しかし、これは馬を馬鹿にした、もしくは、正確に実力を見極めた上での決断ではないということの証です。

勿論、遠征費用の捻出という側面も大きいでしょうが、そういういやらしい(しかし、切実ですが)理由は言いませんね。はっきりお金が無いと言ってくれれば、それはそれで、納得する部分もあるのですが。(逆に、失うものもあるでしょうが)

私は、近年の日本競馬のレベルを、競馬関係者が一番低く見積もっているのでないか、と思っている人間ですので、いつも思うのですが、

宝塚記念を勝てない馬は遠征する資格が無いのか

ってことです。仮にも日本のG1です。それほど簡単に勝てるレースではないはずです。

しかも、レースには多くの不確定要素が加わります。強い馬でも負けてしまうことがあるでしょう。相手が強ければ、負ける可能性は大きくなります。にも拘らず、勝てば遠征、負ければ国内専念って、どういう基準なんでしょう。

競馬ゲームや競馬漫画ではありません。

勝たなければ、遠征の選択肢が出現しない訳ではない。日本のチャンピオンにならなければ遠征してはいけないなんて誰が言いました?

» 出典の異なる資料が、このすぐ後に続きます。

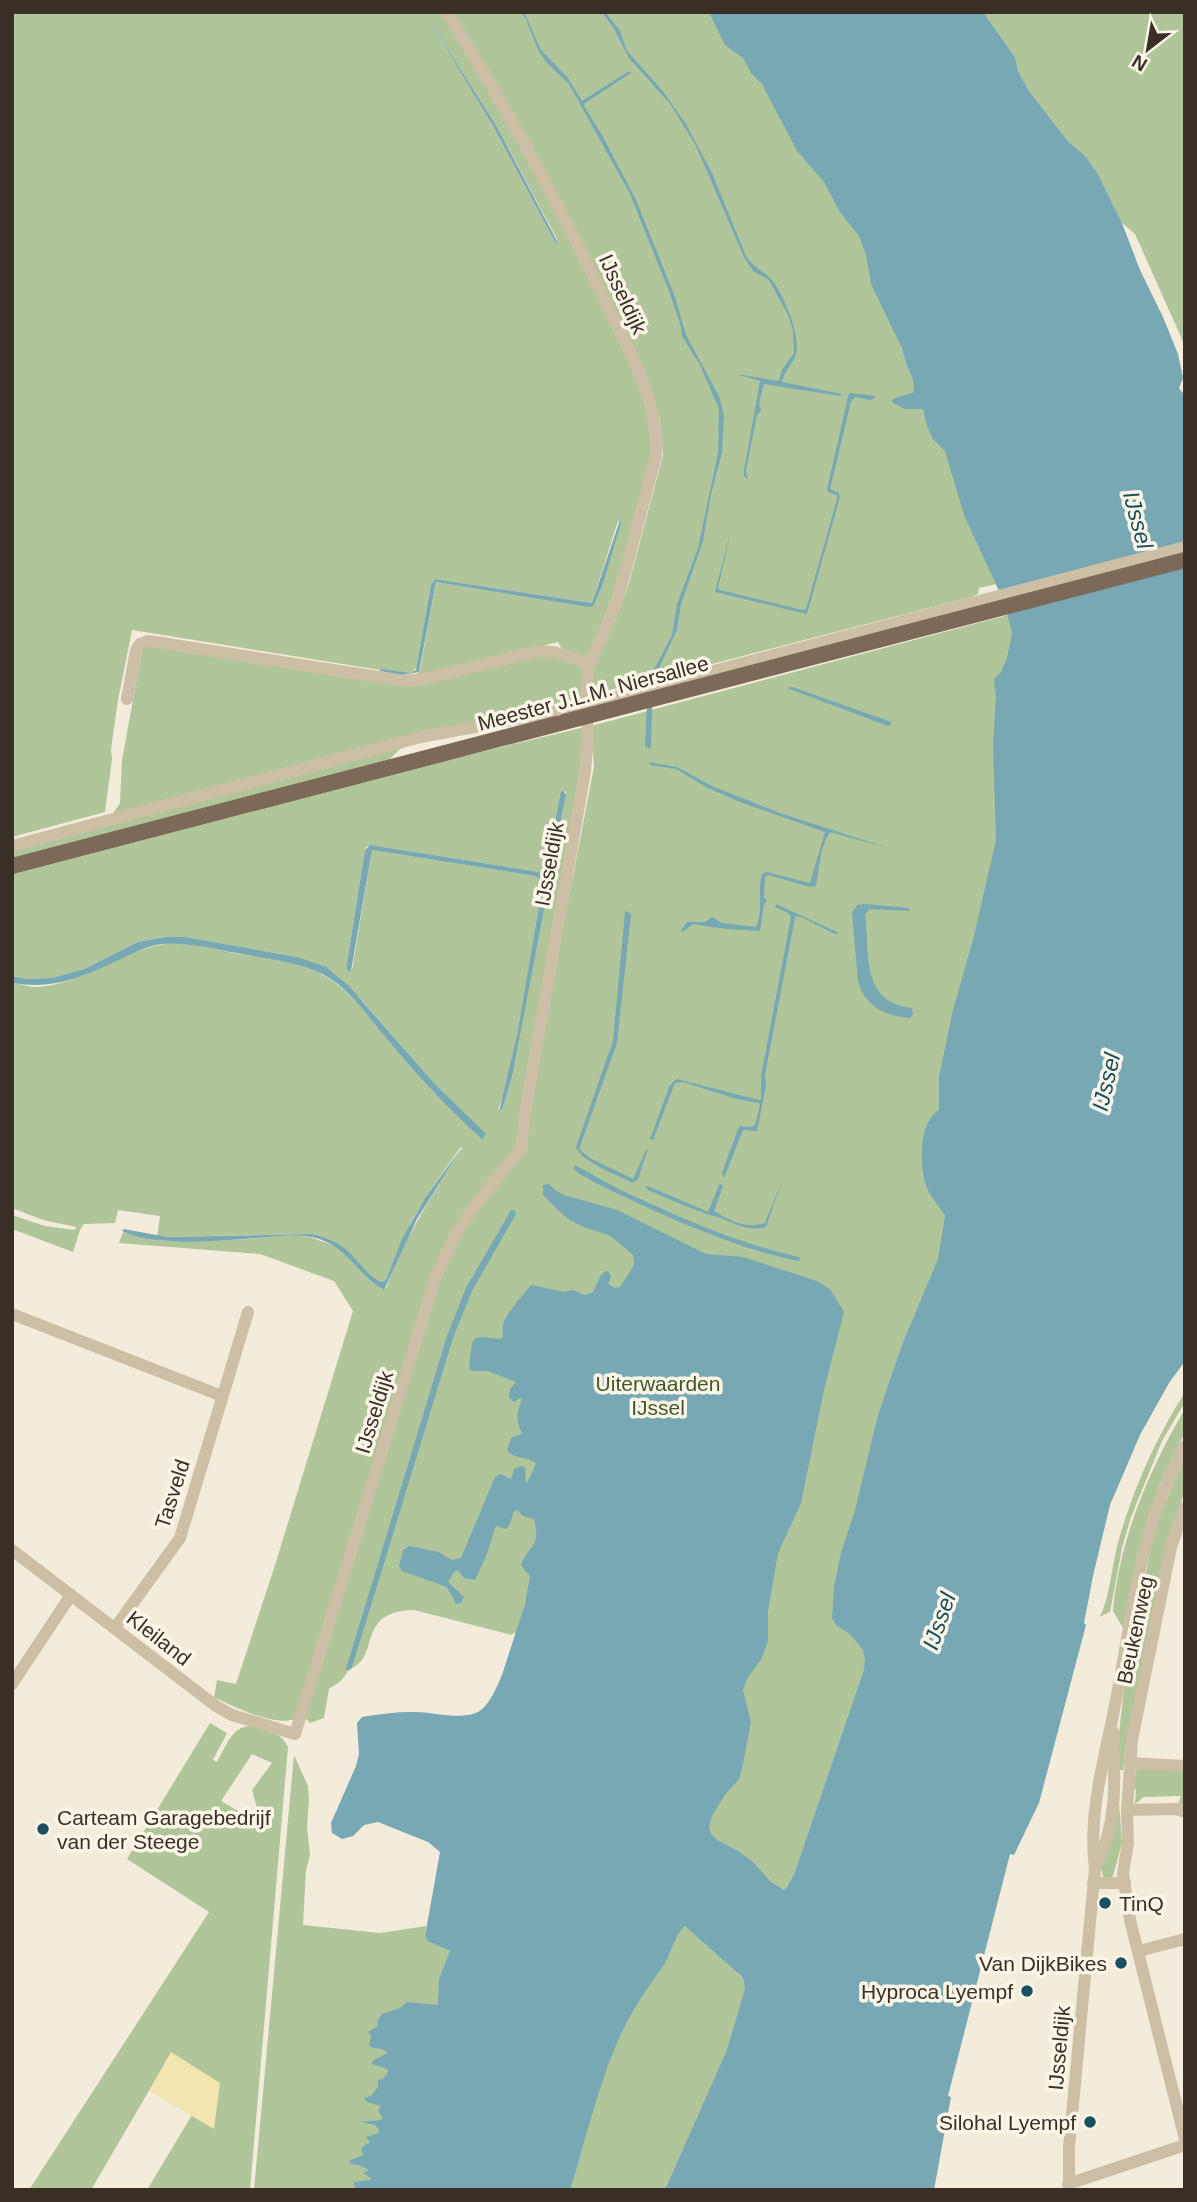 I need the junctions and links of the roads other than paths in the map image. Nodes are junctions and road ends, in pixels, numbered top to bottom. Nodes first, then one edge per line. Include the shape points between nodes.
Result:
1 (447, 12) edge
2 (1185, 547) edge
3 (1185, 559) edge
4 (590, 663) junction
5 (127, 699) dead end
6 (563, 717) junction
7 (12, 846) edge
8 (12, 866) edge
9 (248, 1312) dead end
10 (12, 1314) edge
11 (222, 1396) junction
12 (1185, 1446) edge
13 (1185, 1507) edge
14 (12, 1550) edge
15 (71, 1595) junction
16 (115, 1628) junction
17 (12, 1684) edge
18 (295, 1734) joint
19 (1129, 1763) junction
20 (1185, 1766) edge
21 (1127, 1810) junction
22 (1185, 1812) edge
23 (1093, 1883) junction
24 (1125, 1884) junction
25 (1185, 1939) edge
26 (1139, 1951) junction
27 (1183, 2121) edge
28 (1185, 2139) edge
29 (1185, 2145) edge
30 (1068, 2187) edge

1 - 4 street, IJsseldijk via 567,221 641,377 654,420 656,456 636,535 614,608
2 - 6 street, Meester J.L.M. Niersallee, bridge
3 - 6 main road, Meester J.L.M. Niersallee, bridge
4 - 5 street via 539,651 404,681 146,642 136,650
4 - 18 street, IJsseldijk via 585,772 521,1149 462,1224 436,1276
6 - 7 street, Meester J.L.M. Niersallee via 421,737
6 - 8 main road, Meester J.L.M. Niersallee
9 - 11 street, Tasveld
10 - 11 street
11 - 16 street, Tasveld via 180,1538
12 - 23 street, IJsseldijk via 1153,1521 1140,1571 1095,1813
13 - 19 street, Beukenweg via 1171,1547
14 - 15 street, Kleiland
15 - 16 street, Kleiland
15 - 17 street
16 - 18 street, Kleiland via 216,1706
19 - 20 street
19 - 21 street, Beukenweg
21 - 22 street
21 - 24 street, Beukenweg
23 - 24 street
23 - 30 street, IJsseldijk
24 - 26 street, Beukenweg
25 - 26 street
26 - 27 street, Beukenweg
27 - 28 street, Beukenweg
29 - 30 street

現に、これまでも日本ではチャンピオンでもない競走馬の遠征はそれなりにあったと思うのですが、どうして前述の表現となるのか。見る度に暗澹たる思いになります。

結局、G1を勝った、だから遠征とか単純な考えなんですよね?

まあ、どっかの調教師のように、「リスクが大きい割りに賞金が安い海外に行くなんて、意味が無い」とか、日本のトップにいた人間とは思えない発言をする馬鹿よりは、ましでしょうが。

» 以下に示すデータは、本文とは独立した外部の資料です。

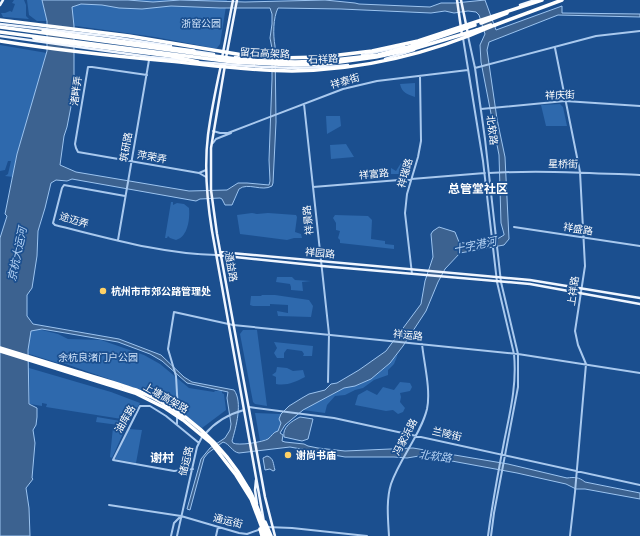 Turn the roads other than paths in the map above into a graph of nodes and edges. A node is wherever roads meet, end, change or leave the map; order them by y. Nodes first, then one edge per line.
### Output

そもそも日本の競馬関係者は、世界の競馬界の中での、日本競馬の位置を把握していません。世界一というほどではありませんが、トップクラスであることは間違いない。その中で、トップカテゴリーである重賞レベルの馬、特に、G1勝馬は勿論、G1入着馬から別定G2勝馬程度であれば、海外に遠征できるレベルにあると思います。

つまり、極端な話、宝塚記念で勝ち負け出来ると判断される馬であれば、遠征は問題ないということですね。極端な話、ですが。

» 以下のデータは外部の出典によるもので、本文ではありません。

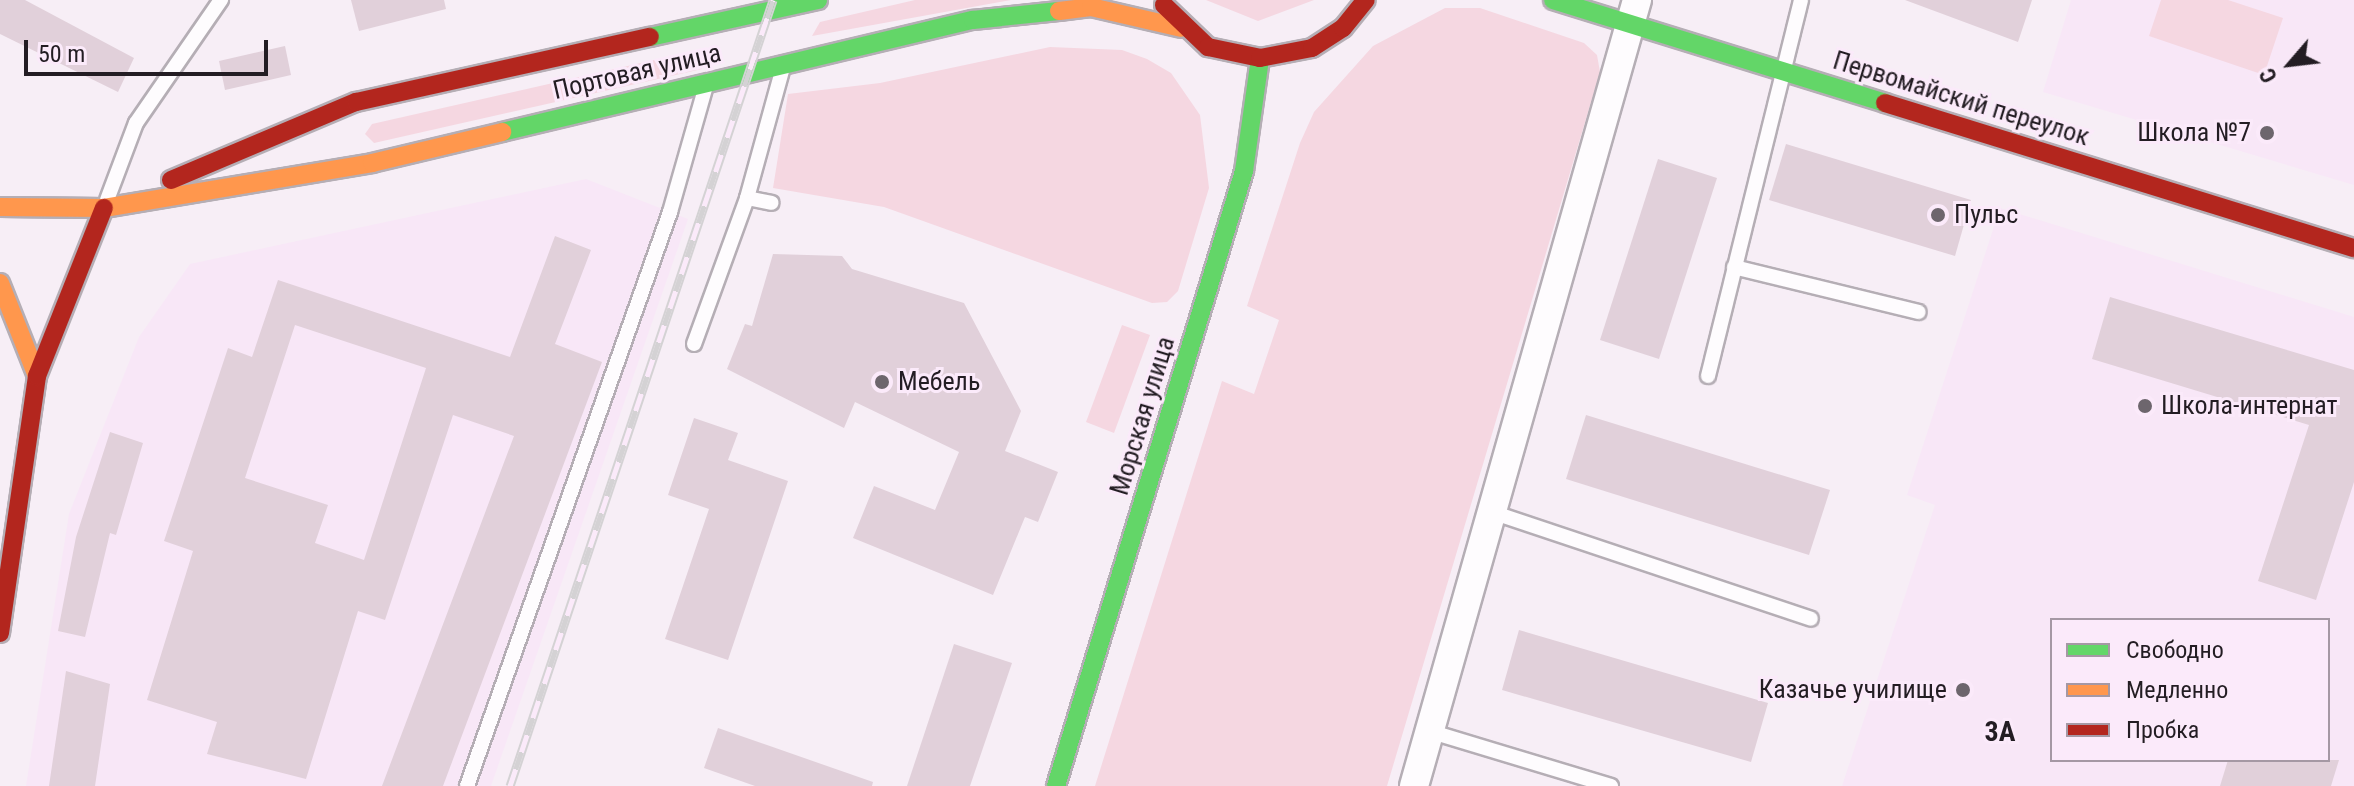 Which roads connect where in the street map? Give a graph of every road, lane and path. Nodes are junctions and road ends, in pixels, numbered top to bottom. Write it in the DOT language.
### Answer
graph roads {
  1 [pos="221,0"];
  2 [pos="721,0"];
  3 [pos="818,0"];
  4 [pos="1160,0"];
  5 [pos="1366,0"];
  6 [pos="1553,0"];
  7 [pos="1801,0"];
  8 [pos="1633,13"];
  9 [pos="727,21"];
  10 [pos="1181,28"];
  11 [pos="1260,58"];
  12 [pos="784,63"];
  13 [pos="1779,70"];
  14 [pos="708,81"];
  15 [pos="356,102"];
  16 [pos="347,127"];
  17 [pos="353,146"];
  18 [pos="372,163"];
  19 [pos="747,198"];
  20 [pos="772,203"];
  21 [pos="0,207"];
  22 [pos="104,208"];
  23 [pos="2354,248"];
  24 [pos="1734,267"];
  25 [pos="0,283"];
  26 [pos="1919,312"];
  27 [pos="694,344"];
  28 [pos="37,376"];
  29 [pos="1708,376"];
  30 [pos="1495,513"];
  31 [pos="1811,619"];
  32 [pos="0,631"];
  33 [pos="1432,732"];
  34 [pos="467,786"];
  35 [pos="1056,786"];
  36 [pos="1414,786"];
  37 [pos="1611,786"];
  1 -- 22 [label="lane"];
  2 -- 9 [label="lane"];
  3 -- 9 [label="main road, Портовая улица"];
  4 -- 10 [label="main road"];
  5 -- 11 [label="main road"];
  6 -- 8 [label="main road, Первомайский переулок"];
  7 -- 13 [label="lane"];
  8 -- 13 [label="main road, Первомайский переулок"];
  8 -- 30 [label="street"];
  9 -- 15 [label="main road, Портовая улица"];
  10 -- 11 [label="main road"];
  10 -- 12 [label="main road, Портовая улица"];
  11 -- 35 [label="main road, Морская улица"];
  12 -- 14 [label="main road, Портовая улица"];
  12 -- 19 [label="lane"];
  13 -- 23 [label="main road, Первомайский переулок"];
  13 -- 24 [label="lane"];
  14 -- 18 [label="main road, Портовая улица"];
  14 -- 34 [label="lane"];
  15 -- 16 [label="main road"];
  15 -- 22 [label="main road, Портовая улица"];
  17 -- 18 [label="main road"];
  18 -- 22 [label="main road, Портовая улица"];
  19 -- 20 [label="lane"];
  19 -- 27 [label="lane"];
  21 -- 22 [label="main road, Портовая улица"];
  22 -- 28 [label="main road"];
  24 -- 26 [label="lane"];
  24 -- 29 [label="lane"];
  25 -- 28 [label="main road"];
  28 -- 32 [label="main road"];
  30 -- 31 [label="lane"];
  30 -- 33 [label="street"];
  33 -- 36 [label="street"];
  33 -- 37 [label="lane"];
}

今年で言えば、メイショウサムソンとロックドゥカンブですか。

この2頭が挑戦しようとしているレースは、流石に、ヨーロッパの最高峰のレースではありますが、それぞれ自分達の馬に自信があるなら、勝ったら、とか、好勝負したら、などという言い訳をせずに、挑戦して欲しいのです。

逆に、そのつもりが無いのなら、最初から思わせぶりな発言は謹んで欲しい、というのが正直なところです。